Task prompt: Pictures appear among the records. Write out all else exactly as it stands.

Collected data:
+ + + +

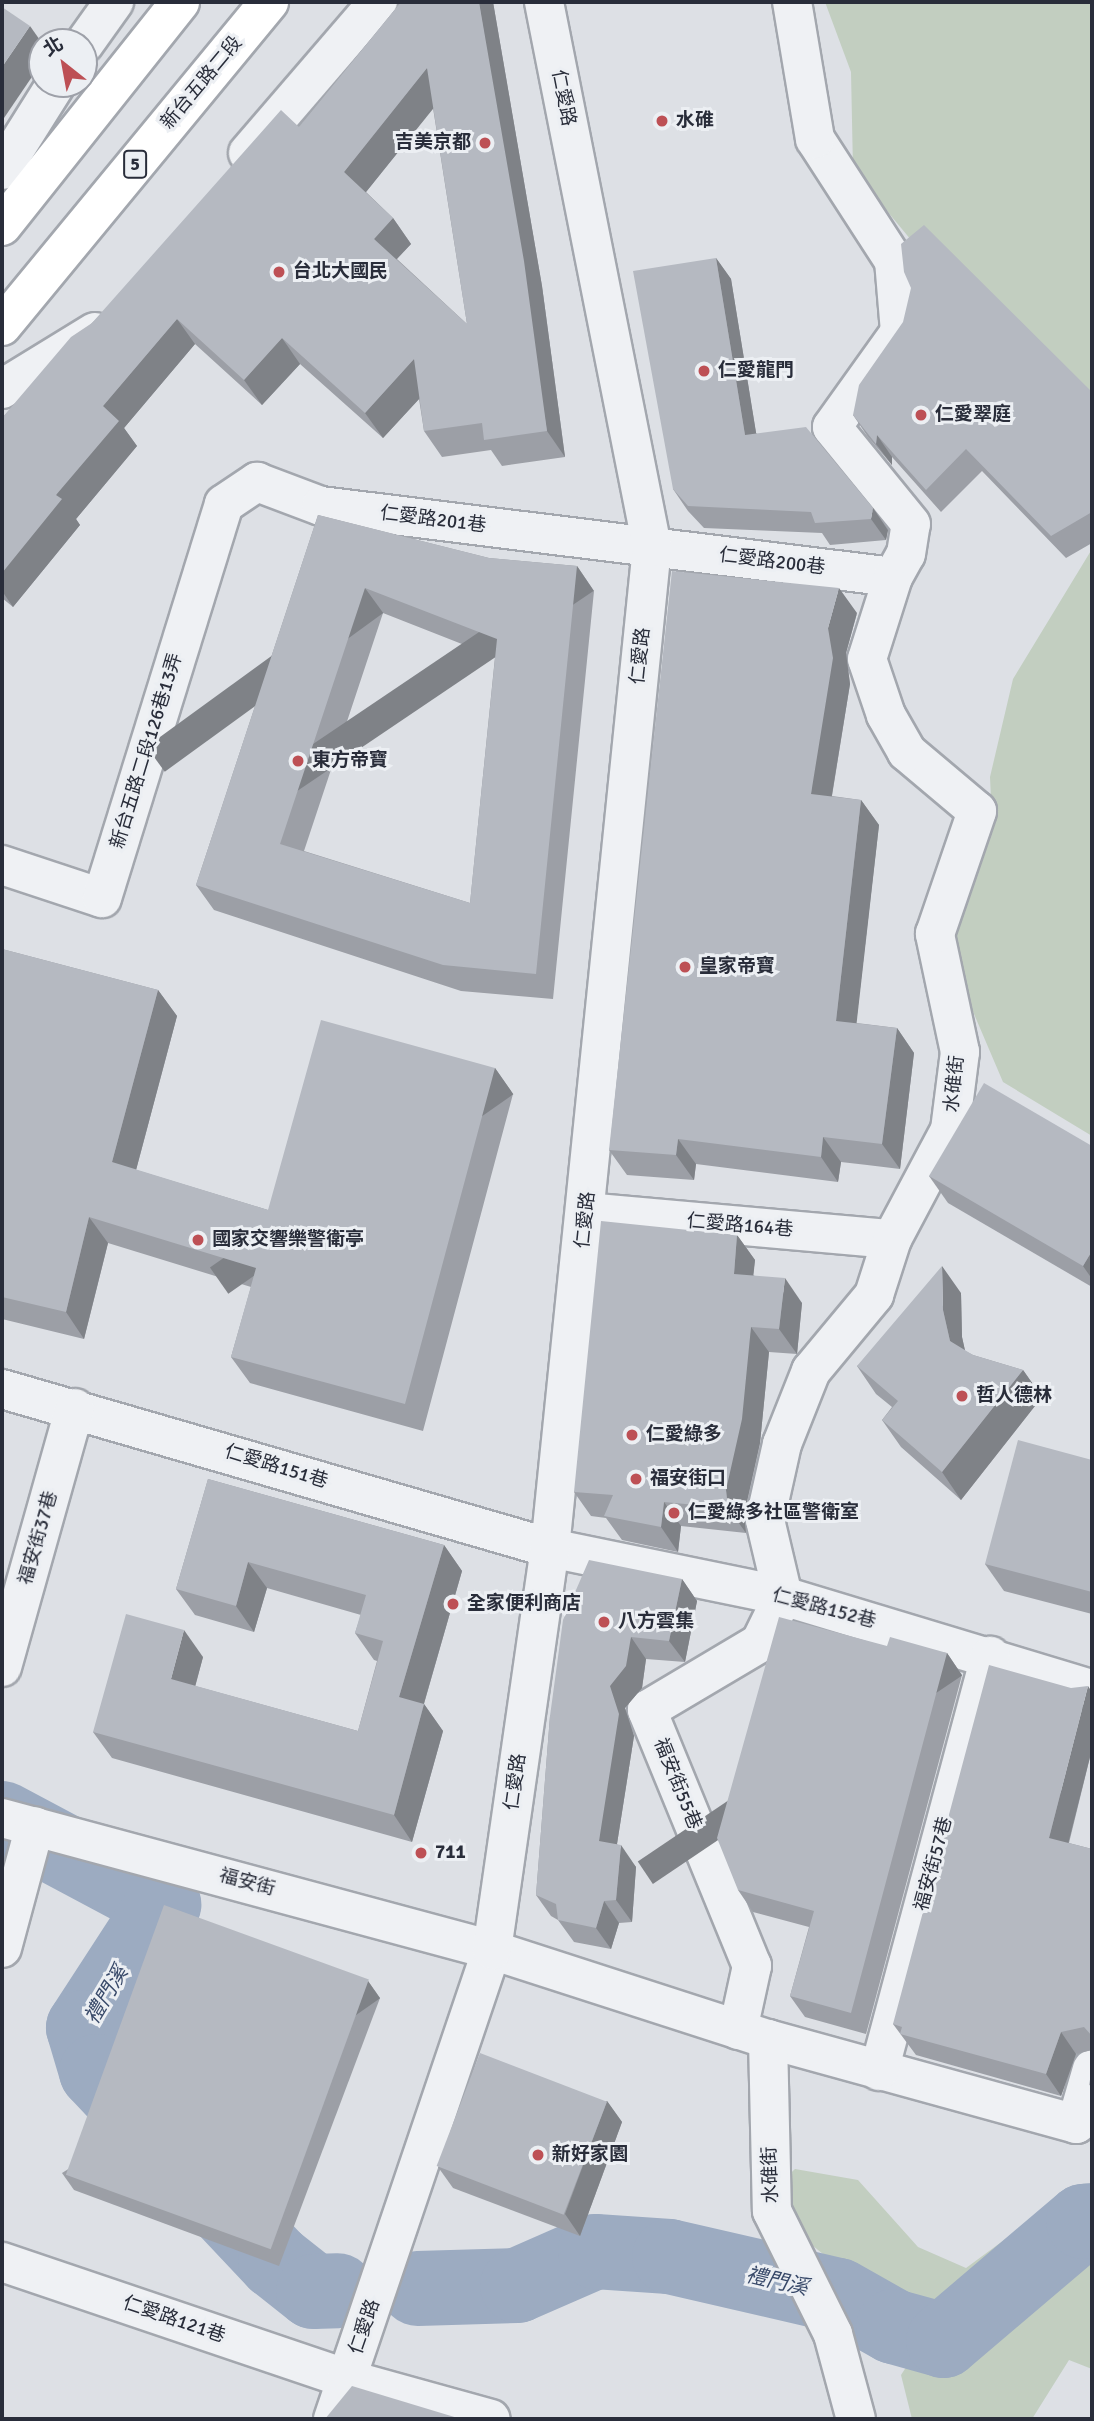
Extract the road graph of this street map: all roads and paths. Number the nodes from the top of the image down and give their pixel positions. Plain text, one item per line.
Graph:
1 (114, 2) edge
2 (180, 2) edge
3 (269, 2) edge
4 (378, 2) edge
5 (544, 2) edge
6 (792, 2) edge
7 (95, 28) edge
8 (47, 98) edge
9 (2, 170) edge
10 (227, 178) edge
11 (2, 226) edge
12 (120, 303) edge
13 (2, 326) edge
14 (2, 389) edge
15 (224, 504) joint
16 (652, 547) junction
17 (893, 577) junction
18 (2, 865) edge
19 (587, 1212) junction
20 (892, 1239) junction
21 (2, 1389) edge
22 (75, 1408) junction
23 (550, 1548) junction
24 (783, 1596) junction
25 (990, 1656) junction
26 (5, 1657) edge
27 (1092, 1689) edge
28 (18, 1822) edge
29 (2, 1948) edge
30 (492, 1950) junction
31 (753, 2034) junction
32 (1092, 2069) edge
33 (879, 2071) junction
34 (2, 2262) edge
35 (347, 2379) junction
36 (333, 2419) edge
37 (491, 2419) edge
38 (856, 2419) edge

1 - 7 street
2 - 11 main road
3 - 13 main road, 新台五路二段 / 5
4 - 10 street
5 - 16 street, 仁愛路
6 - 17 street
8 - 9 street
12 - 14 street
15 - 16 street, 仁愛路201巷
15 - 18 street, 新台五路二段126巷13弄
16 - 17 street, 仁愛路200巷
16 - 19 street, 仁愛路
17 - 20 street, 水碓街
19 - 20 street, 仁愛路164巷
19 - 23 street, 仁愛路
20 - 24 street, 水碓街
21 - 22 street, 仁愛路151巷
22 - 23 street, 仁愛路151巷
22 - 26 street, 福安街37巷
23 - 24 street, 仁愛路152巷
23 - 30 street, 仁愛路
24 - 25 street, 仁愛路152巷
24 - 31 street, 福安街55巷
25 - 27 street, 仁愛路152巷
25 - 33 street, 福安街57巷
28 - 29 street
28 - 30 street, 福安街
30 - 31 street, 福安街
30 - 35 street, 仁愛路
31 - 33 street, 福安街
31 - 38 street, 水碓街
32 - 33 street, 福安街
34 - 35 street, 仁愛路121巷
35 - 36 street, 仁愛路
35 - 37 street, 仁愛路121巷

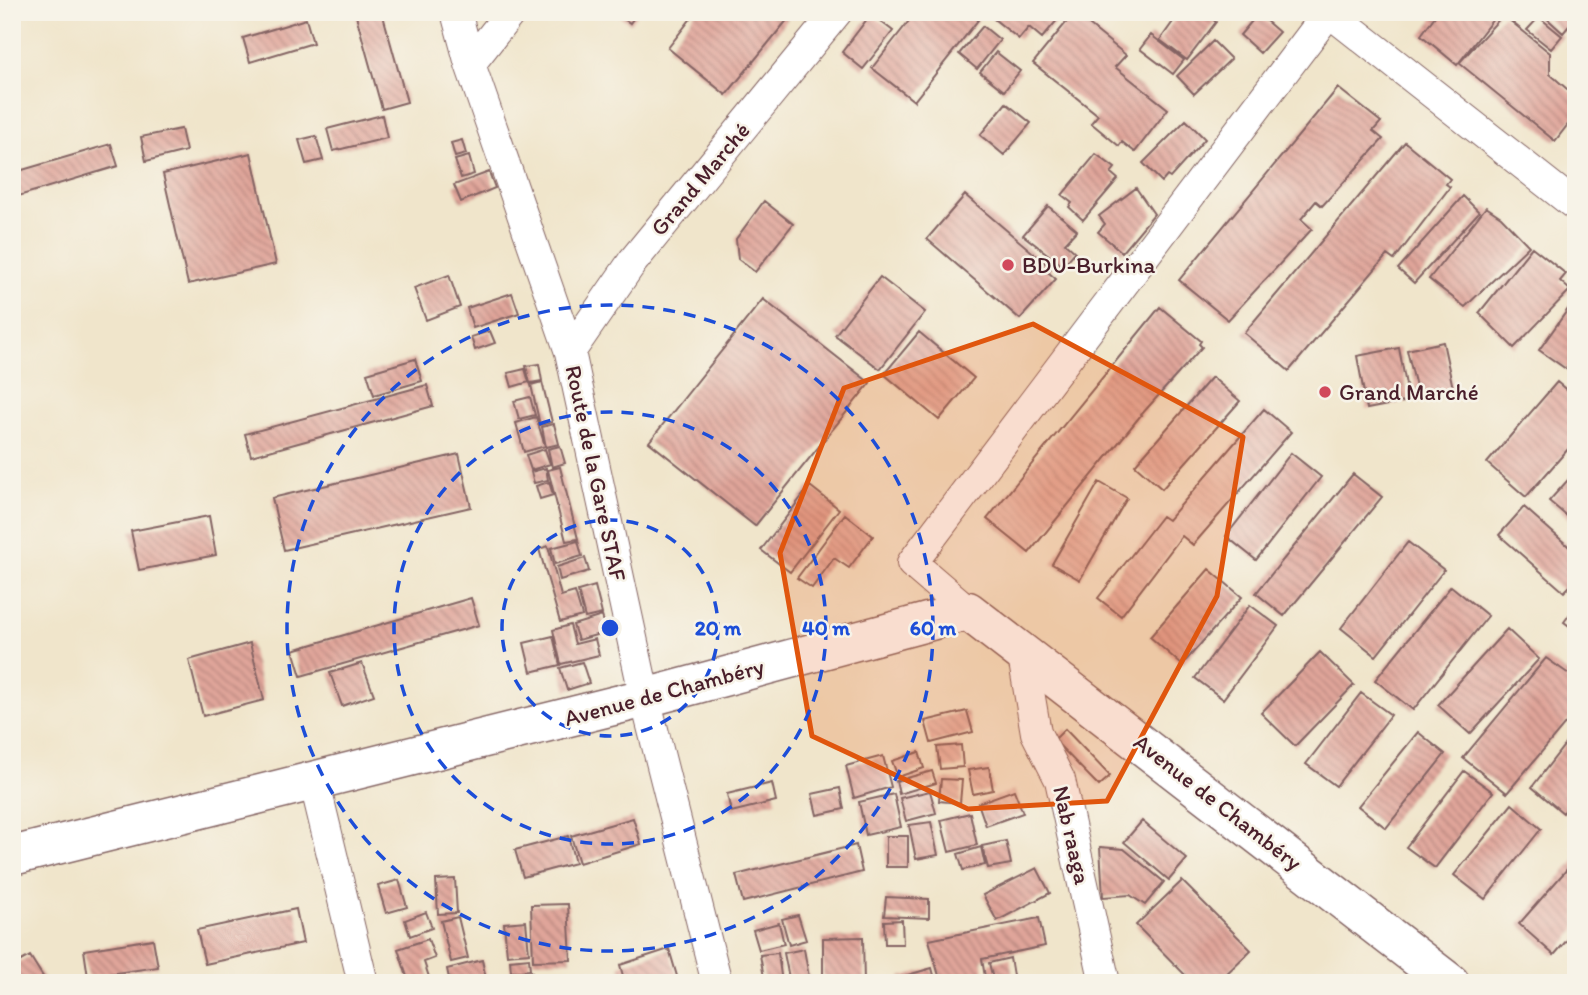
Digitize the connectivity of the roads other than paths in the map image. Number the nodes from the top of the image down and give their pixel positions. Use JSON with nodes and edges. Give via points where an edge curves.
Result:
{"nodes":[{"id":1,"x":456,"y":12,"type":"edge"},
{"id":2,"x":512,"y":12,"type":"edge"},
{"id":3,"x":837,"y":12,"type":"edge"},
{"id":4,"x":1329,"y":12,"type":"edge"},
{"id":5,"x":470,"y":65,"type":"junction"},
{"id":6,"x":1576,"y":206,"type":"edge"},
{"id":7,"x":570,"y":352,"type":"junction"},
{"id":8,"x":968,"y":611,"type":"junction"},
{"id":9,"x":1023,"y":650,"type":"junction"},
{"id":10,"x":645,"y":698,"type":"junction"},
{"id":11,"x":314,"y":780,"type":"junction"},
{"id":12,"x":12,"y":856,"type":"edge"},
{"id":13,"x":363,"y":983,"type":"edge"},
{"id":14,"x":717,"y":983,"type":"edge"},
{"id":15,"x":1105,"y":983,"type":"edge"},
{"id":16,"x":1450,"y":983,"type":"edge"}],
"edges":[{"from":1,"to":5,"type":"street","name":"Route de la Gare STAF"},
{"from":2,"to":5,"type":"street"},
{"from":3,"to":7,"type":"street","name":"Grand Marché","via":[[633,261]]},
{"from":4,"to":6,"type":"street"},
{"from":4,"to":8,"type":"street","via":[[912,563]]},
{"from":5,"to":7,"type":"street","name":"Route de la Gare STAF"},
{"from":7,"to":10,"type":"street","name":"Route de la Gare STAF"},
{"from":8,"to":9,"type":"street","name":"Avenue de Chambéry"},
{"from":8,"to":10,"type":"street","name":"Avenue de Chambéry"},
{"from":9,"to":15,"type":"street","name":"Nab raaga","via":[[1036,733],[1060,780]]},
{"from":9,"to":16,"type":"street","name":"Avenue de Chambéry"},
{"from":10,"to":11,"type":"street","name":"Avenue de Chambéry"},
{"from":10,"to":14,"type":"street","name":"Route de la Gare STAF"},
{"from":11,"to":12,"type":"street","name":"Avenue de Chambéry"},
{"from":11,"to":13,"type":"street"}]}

+ + + +

Solution:
Extract the road graph of this street map: all roads and paths. Number the nodes from the top of the image down and give their pixel positions. Plain text, one item per line.
Graph:
1 (114, 2) edge
2 (180, 2) edge
3 (269, 2) edge
4 (378, 2) edge
5 (544, 2) edge
6 (792, 2) edge
7 (95, 28) edge
8 (47, 98) edge
9 (2, 170) edge
10 (227, 178) edge
11 (2, 226) edge
12 (120, 303) edge
13 (2, 326) edge
14 (2, 389) edge
15 (224, 504) joint
16 (652, 547) junction
17 (893, 577) junction
18 (2, 865) edge
19 (587, 1212) junction
20 (892, 1239) junction
21 (2, 1389) edge
22 (75, 1408) junction
23 (550, 1548) junction
24 (783, 1596) junction
25 (990, 1656) junction
26 (5, 1657) edge
27 (1092, 1689) edge
28 (18, 1822) edge
29 (2, 1948) edge
30 (492, 1950) junction
31 (753, 2034) junction
32 (1092, 2069) edge
33 (879, 2071) junction
34 (2, 2262) edge
35 (347, 2379) junction
36 (333, 2419) edge
37 (491, 2419) edge
38 (856, 2419) edge

1 - 7 street
2 - 11 main road
3 - 13 main road, 新台五路二段 / 5
4 - 10 street
5 - 16 street, 仁愛路
6 - 17 street
8 - 9 street
12 - 14 street
15 - 16 street, 仁愛路201巷
15 - 18 street, 新台五路二段126巷13弄
16 - 17 street, 仁愛路200巷
16 - 19 street, 仁愛路
17 - 20 street, 水碓街
19 - 20 street, 仁愛路164巷
19 - 23 street, 仁愛路
20 - 24 street, 水碓街
21 - 22 street, 仁愛路151巷
22 - 23 street, 仁愛路151巷
22 - 26 street, 福安街37巷
23 - 24 street, 仁愛路152巷
23 - 30 street, 仁愛路
24 - 25 street, 仁愛路152巷
24 - 31 street, 福安街55巷
25 - 27 street, 仁愛路152巷
25 - 33 street, 福安街57巷
28 - 29 street
28 - 30 street, 福安街
30 - 31 street, 福安街
30 - 35 street, 仁愛路
31 - 33 street, 福安街
31 - 38 street, 水碓街
32 - 33 street, 福安街
34 - 35 street, 仁愛路121巷
35 - 36 street, 仁愛路
35 - 37 street, 仁愛路121巷

Digitize the connectivity of the roads other than paths in the map image. Number the nodes from the top of the image down and give their pixel positions. Use JSON with nodes and edges. Give via points where an edge curves.
Result:
{"nodes":[{"id":1,"x":456,"y":12,"type":"edge"},
{"id":2,"x":512,"y":12,"type":"edge"},
{"id":3,"x":837,"y":12,"type":"edge"},
{"id":4,"x":1329,"y":12,"type":"edge"},
{"id":5,"x":470,"y":65,"type":"junction"},
{"id":6,"x":1576,"y":206,"type":"edge"},
{"id":7,"x":570,"y":352,"type":"junction"},
{"id":8,"x":968,"y":611,"type":"junction"},
{"id":9,"x":1023,"y":650,"type":"junction"},
{"id":10,"x":645,"y":698,"type":"junction"},
{"id":11,"x":314,"y":780,"type":"junction"},
{"id":12,"x":12,"y":856,"type":"edge"},
{"id":13,"x":363,"y":983,"type":"edge"},
{"id":14,"x":717,"y":983,"type":"edge"},
{"id":15,"x":1105,"y":983,"type":"edge"},
{"id":16,"x":1450,"y":983,"type":"edge"}],
"edges":[{"from":1,"to":5,"type":"street","name":"Route de la Gare STAF"},
{"from":2,"to":5,"type":"street"},
{"from":3,"to":7,"type":"street","name":"Grand Marché","via":[[633,261]]},
{"from":4,"to":6,"type":"street"},
{"from":4,"to":8,"type":"street","via":[[912,563]]},
{"from":5,"to":7,"type":"street","name":"Route de la Gare STAF"},
{"from":7,"to":10,"type":"street","name":"Route de la Gare STAF"},
{"from":8,"to":9,"type":"street","name":"Avenue de Chambéry"},
{"from":8,"to":10,"type":"street","name":"Avenue de Chambéry"},
{"from":9,"to":15,"type":"street","name":"Nab raaga","via":[[1036,733],[1060,780]]},
{"from":9,"to":16,"type":"street","name":"Avenue de Chambéry"},
{"from":10,"to":11,"type":"street","name":"Avenue de Chambéry"},
{"from":10,"to":14,"type":"street","name":"Route de la Gare STAF"},
{"from":11,"to":12,"type":"street","name":"Avenue de Chambéry"},
{"from":11,"to":13,"type":"street"}]}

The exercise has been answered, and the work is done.